Problem requirements: Give the number of lines in the data below that contain "GEINITZSTRASSE", and only that number.

┌─ Records to use

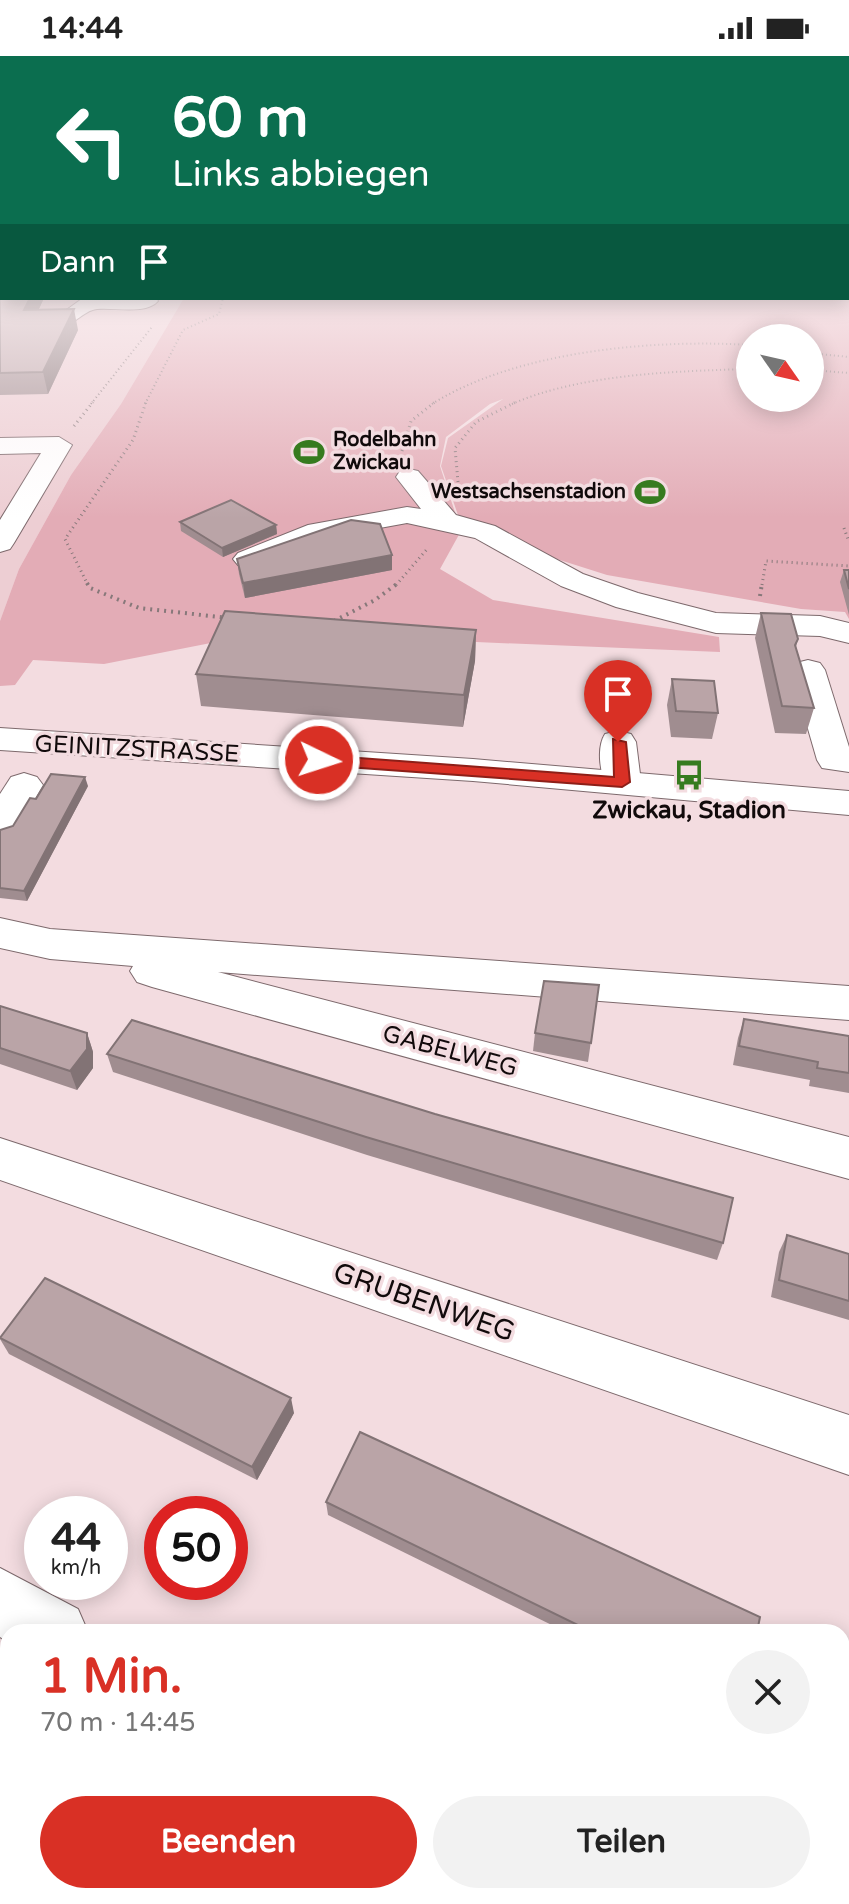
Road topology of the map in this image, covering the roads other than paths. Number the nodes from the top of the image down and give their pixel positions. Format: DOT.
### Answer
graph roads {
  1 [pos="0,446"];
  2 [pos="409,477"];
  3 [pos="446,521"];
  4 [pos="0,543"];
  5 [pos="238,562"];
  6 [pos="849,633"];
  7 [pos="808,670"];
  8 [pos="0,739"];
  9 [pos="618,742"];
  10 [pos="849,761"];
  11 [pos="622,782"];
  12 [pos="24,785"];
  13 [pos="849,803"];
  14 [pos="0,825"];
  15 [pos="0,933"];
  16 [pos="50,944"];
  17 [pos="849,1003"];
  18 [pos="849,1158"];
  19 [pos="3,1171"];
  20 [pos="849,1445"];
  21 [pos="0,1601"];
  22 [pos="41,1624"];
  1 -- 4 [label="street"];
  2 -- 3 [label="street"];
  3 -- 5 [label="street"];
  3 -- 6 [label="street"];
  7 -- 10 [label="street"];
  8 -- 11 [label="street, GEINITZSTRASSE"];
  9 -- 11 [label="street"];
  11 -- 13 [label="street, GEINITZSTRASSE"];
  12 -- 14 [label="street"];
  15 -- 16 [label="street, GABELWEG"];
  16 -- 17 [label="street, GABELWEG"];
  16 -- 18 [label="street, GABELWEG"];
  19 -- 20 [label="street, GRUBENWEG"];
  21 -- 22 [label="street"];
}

└─

Task answer: 2